Source records START
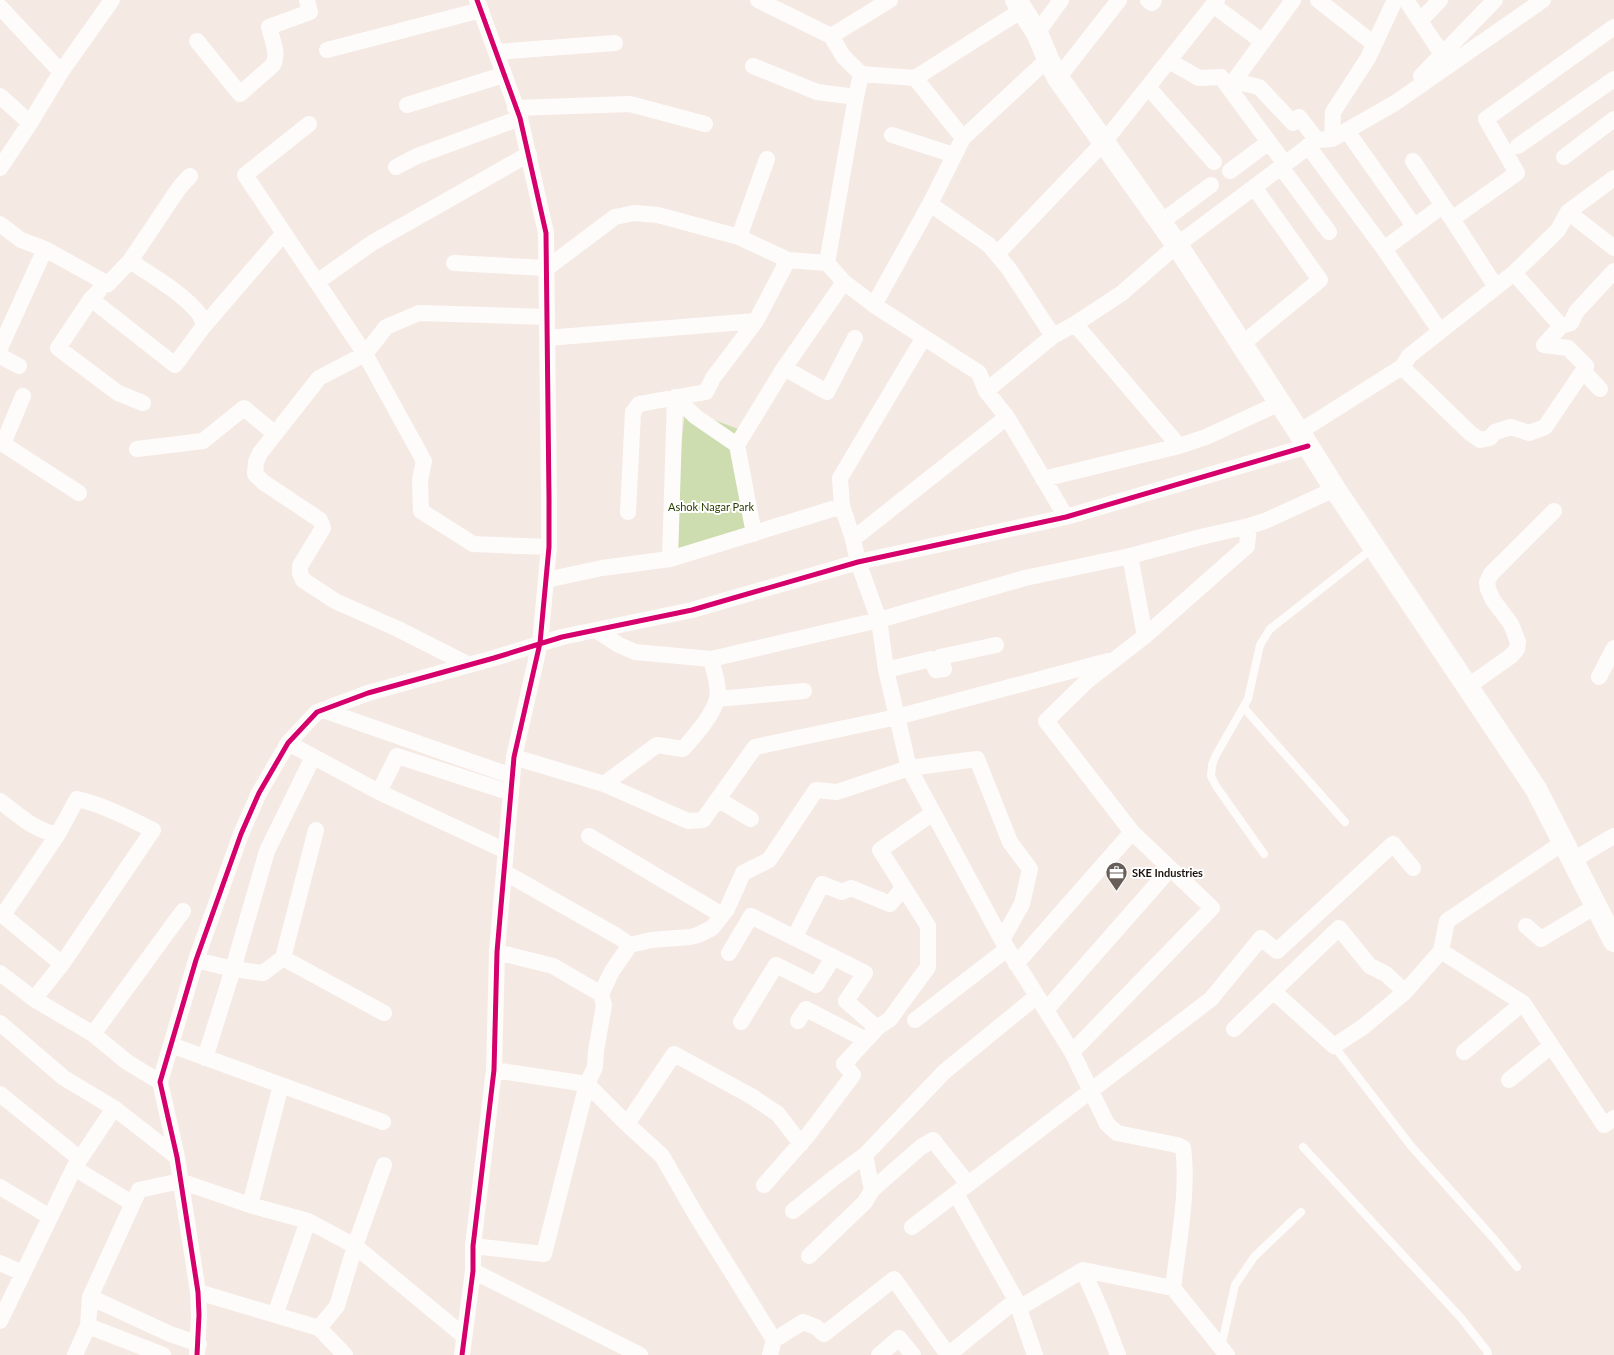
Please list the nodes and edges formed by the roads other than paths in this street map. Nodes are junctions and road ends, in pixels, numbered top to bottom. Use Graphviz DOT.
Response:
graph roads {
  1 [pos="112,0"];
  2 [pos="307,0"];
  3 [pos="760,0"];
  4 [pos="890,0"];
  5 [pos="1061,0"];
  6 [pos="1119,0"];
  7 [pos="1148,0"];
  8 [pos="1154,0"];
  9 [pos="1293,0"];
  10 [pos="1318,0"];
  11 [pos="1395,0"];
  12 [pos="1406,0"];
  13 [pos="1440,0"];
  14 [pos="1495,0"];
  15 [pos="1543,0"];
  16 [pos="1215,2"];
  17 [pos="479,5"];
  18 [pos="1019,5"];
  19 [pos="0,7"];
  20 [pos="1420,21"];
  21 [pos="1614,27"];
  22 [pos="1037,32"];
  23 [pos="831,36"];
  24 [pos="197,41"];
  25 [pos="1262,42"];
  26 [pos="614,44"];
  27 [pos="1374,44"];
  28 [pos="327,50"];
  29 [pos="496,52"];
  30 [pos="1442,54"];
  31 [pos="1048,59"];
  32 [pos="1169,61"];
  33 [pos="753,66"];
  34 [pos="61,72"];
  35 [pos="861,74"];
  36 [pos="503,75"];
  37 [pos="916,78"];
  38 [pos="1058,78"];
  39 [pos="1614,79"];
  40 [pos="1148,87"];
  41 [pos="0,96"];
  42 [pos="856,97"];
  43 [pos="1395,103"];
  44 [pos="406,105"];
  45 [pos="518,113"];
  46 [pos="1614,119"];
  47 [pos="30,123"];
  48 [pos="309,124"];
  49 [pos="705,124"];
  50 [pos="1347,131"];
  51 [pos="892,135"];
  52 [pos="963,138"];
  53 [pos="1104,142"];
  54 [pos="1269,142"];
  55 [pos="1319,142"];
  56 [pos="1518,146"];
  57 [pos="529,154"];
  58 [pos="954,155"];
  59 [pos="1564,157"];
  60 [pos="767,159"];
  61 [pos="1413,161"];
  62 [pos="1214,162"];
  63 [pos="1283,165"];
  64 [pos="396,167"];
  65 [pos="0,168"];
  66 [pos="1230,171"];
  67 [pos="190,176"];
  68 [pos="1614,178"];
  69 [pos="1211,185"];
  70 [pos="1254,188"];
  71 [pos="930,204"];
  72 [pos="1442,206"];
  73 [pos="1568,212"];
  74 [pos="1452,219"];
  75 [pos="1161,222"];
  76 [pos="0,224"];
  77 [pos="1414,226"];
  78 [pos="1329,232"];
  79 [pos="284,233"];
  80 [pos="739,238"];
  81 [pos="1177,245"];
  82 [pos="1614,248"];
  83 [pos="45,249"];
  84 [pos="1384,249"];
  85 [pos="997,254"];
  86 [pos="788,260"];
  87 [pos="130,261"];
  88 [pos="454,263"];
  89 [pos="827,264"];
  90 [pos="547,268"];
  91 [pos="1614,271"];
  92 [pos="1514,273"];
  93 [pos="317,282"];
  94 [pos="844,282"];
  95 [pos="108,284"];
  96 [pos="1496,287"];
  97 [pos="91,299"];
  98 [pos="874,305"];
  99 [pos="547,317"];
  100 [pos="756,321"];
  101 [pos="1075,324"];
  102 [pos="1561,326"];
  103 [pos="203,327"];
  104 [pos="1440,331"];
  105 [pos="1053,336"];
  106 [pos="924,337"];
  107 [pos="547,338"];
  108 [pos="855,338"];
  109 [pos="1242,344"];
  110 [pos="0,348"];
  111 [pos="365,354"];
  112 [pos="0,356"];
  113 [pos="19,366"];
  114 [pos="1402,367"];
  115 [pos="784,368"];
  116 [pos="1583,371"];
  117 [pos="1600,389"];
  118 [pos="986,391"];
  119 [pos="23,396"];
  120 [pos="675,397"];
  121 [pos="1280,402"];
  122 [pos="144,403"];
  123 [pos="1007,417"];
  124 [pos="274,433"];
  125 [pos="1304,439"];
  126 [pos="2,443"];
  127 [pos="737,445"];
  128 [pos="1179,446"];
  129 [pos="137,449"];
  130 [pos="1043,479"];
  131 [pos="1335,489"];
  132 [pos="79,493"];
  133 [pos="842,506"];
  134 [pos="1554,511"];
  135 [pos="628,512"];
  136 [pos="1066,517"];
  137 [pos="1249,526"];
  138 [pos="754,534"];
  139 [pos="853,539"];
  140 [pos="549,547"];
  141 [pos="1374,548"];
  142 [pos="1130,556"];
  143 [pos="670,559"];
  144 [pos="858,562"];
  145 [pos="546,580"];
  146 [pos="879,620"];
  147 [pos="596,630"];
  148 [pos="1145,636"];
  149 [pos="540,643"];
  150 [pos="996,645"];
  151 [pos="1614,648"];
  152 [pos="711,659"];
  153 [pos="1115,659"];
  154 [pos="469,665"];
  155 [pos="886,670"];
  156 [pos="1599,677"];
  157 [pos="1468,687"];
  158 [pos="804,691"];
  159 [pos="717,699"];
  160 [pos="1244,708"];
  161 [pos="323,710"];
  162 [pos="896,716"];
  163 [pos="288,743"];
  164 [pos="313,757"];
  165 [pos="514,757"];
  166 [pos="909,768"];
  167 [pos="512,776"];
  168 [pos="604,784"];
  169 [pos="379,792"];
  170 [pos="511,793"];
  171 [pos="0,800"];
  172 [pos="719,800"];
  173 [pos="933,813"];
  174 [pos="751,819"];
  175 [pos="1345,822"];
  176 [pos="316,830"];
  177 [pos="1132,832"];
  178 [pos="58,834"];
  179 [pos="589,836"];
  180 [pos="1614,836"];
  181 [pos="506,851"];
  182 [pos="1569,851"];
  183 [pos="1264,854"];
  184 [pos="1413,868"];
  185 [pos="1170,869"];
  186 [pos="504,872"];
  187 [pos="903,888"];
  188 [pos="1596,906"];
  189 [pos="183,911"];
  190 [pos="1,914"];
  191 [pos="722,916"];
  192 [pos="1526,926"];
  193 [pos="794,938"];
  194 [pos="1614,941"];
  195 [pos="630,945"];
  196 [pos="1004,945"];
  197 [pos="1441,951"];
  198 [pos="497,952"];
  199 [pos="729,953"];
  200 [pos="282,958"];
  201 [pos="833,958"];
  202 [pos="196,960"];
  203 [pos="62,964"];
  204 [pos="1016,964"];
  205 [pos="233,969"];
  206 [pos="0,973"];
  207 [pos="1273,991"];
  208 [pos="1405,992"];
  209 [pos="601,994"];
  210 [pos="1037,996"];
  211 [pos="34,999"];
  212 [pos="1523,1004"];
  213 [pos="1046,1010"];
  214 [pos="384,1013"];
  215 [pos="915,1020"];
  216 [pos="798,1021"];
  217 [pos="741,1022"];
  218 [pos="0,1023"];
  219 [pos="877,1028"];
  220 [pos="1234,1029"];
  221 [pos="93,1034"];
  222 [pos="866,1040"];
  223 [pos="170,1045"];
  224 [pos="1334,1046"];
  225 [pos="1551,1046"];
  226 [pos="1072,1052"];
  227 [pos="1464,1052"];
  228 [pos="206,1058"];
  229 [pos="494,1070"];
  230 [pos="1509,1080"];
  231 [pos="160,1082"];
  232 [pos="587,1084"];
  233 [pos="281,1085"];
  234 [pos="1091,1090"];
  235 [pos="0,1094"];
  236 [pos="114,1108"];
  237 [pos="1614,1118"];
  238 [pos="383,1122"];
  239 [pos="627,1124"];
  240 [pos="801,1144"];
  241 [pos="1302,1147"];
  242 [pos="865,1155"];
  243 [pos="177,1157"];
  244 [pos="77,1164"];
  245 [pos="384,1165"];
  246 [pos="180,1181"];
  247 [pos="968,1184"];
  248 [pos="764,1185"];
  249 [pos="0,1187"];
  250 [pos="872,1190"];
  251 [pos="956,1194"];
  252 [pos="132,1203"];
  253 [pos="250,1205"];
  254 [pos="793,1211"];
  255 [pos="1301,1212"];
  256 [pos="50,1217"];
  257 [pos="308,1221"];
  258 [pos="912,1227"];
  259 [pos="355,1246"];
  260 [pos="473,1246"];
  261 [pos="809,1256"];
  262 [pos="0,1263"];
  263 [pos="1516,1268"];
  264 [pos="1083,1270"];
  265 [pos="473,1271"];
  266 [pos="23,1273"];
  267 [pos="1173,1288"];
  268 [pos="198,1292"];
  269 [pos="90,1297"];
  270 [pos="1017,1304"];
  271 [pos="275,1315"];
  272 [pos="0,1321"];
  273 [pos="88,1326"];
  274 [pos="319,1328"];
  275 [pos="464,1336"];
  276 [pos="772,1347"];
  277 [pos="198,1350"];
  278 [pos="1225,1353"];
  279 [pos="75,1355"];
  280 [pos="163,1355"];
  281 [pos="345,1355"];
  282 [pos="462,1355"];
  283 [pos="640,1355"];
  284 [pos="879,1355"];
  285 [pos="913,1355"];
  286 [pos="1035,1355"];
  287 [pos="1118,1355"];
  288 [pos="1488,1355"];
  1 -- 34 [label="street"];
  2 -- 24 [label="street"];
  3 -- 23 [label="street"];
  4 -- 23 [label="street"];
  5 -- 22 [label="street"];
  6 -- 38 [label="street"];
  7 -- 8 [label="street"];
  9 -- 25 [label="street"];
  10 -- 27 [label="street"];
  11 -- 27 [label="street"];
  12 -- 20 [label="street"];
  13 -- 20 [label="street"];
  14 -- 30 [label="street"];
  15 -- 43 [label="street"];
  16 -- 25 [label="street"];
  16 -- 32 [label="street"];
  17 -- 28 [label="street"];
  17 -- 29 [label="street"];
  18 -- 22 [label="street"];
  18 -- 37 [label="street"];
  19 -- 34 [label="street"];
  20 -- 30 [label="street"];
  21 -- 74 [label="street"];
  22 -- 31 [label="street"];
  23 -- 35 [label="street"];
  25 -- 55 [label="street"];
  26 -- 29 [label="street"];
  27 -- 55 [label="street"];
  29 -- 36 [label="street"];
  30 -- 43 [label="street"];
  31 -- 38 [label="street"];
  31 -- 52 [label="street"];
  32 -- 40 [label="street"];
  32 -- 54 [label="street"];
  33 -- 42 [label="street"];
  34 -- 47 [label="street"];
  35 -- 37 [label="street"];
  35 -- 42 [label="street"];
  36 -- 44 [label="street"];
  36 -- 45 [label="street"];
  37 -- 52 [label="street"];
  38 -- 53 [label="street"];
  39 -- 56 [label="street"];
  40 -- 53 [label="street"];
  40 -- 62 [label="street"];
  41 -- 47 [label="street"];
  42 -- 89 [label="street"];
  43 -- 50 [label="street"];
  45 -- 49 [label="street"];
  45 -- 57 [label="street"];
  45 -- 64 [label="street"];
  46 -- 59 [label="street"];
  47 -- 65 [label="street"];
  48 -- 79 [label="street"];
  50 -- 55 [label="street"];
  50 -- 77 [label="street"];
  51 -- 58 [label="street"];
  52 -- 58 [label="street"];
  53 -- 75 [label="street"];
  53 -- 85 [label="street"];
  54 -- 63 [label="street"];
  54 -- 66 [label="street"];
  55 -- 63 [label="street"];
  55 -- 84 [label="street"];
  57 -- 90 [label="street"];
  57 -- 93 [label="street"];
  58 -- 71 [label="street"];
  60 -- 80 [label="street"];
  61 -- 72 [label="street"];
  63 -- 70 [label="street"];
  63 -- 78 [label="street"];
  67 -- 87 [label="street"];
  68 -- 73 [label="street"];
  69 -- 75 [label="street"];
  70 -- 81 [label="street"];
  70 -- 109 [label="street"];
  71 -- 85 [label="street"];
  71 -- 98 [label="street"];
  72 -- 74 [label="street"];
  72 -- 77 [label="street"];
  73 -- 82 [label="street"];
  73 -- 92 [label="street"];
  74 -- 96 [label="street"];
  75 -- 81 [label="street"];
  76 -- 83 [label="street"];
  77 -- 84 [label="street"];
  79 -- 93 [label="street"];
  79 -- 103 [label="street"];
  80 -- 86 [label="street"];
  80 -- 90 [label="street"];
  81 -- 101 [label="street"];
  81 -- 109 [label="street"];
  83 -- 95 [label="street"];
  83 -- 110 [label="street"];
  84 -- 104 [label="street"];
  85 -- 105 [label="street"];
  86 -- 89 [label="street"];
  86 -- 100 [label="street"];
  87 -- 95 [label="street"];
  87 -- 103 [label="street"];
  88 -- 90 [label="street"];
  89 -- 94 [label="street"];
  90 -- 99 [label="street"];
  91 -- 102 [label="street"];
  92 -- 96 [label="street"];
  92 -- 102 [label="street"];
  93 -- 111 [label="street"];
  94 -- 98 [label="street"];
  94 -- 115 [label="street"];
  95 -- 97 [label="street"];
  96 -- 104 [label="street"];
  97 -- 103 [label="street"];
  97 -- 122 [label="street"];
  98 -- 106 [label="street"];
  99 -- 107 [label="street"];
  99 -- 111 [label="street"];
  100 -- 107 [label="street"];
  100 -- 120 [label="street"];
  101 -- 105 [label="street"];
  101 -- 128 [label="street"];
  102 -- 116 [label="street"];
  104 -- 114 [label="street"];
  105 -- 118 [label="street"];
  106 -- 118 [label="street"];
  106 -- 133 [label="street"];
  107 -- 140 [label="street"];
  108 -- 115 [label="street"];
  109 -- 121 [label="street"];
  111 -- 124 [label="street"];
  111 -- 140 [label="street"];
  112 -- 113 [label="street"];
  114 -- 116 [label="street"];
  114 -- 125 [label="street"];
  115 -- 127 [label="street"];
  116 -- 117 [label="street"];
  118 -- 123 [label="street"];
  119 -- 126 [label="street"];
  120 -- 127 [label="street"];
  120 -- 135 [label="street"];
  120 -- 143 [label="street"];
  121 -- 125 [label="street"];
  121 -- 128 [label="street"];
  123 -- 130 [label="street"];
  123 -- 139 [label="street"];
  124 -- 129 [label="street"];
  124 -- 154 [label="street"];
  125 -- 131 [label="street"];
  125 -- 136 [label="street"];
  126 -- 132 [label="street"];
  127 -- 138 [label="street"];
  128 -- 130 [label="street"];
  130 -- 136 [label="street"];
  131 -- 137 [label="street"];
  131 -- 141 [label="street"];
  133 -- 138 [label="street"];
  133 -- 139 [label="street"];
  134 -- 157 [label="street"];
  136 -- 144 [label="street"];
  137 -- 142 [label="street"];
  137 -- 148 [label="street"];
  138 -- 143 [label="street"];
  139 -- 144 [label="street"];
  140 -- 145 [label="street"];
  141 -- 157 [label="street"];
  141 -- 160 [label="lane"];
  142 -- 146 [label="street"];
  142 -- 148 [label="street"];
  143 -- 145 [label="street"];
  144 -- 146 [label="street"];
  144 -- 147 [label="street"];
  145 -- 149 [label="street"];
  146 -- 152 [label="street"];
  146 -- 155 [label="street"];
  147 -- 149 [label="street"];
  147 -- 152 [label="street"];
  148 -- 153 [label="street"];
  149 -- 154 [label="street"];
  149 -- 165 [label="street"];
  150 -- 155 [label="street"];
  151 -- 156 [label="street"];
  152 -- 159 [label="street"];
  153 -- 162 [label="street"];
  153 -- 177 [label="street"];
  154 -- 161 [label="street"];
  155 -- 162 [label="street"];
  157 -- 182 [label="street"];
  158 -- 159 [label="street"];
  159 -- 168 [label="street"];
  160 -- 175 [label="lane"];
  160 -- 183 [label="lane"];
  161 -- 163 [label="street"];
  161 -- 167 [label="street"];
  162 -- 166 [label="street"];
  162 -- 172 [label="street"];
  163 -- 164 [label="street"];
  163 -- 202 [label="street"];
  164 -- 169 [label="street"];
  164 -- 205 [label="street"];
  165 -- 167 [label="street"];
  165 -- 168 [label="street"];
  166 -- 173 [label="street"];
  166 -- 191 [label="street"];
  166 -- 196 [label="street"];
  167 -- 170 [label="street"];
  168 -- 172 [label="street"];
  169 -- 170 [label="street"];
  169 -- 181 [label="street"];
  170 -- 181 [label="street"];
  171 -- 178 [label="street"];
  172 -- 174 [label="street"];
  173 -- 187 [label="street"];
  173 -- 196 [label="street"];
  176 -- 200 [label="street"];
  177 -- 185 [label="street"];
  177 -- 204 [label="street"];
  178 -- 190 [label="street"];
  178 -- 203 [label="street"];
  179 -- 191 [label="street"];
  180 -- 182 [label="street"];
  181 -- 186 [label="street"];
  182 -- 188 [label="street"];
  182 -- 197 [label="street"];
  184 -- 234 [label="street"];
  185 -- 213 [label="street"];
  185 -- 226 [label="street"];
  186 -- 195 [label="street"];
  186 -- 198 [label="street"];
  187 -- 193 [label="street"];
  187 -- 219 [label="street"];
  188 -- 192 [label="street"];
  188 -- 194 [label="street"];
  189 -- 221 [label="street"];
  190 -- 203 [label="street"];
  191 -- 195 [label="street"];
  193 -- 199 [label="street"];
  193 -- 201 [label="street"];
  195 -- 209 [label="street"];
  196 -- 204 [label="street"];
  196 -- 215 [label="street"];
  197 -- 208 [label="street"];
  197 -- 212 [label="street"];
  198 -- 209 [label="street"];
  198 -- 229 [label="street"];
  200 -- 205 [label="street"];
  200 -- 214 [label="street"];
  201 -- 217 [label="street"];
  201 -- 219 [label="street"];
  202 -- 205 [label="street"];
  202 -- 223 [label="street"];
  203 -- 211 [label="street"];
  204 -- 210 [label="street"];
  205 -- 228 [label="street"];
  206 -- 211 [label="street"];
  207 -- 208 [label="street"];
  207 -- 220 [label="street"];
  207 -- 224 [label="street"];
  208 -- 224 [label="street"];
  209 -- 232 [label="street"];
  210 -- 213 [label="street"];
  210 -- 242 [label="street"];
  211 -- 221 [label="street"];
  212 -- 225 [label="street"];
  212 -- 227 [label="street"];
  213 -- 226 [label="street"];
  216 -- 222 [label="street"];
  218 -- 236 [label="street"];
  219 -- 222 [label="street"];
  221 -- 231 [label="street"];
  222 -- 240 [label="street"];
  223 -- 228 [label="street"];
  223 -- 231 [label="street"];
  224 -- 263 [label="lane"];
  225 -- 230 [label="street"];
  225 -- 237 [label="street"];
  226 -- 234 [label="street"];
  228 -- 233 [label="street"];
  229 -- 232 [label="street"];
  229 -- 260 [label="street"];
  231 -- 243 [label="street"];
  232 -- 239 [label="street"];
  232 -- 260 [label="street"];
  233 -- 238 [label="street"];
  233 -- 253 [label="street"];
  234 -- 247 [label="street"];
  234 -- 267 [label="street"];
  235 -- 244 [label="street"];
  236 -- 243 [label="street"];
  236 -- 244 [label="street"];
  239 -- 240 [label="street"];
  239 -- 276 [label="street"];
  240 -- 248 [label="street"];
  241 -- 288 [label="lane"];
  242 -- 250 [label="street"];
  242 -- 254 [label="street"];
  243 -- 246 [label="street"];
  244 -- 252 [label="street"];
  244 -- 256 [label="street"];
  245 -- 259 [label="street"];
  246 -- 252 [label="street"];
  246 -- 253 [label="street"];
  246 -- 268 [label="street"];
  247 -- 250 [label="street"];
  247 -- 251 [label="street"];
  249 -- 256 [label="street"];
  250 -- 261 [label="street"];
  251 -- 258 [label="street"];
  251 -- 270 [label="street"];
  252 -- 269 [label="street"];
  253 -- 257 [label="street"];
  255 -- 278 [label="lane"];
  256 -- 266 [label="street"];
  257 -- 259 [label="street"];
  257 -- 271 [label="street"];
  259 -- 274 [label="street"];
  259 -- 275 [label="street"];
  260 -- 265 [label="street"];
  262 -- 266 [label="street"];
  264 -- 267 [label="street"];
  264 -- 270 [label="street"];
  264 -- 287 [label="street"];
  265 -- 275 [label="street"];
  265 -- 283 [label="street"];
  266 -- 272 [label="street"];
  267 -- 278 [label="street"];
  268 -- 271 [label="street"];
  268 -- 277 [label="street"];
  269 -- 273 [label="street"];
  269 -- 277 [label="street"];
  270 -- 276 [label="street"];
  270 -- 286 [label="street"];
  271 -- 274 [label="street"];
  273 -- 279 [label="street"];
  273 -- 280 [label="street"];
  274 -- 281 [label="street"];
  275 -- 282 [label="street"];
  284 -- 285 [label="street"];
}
Source records END
• Work to complete: Show every line from the entries above in which the word "lane" appears.

• Task answer:
  141 -- 160 [label="lane"];
  160 -- 175 [label="lane"];
  160 -- 183 [label="lane"];
  224 -- 263 [label="lane"];
  241 -- 288 [label="lane"];
  255 -- 278 [label="lane"];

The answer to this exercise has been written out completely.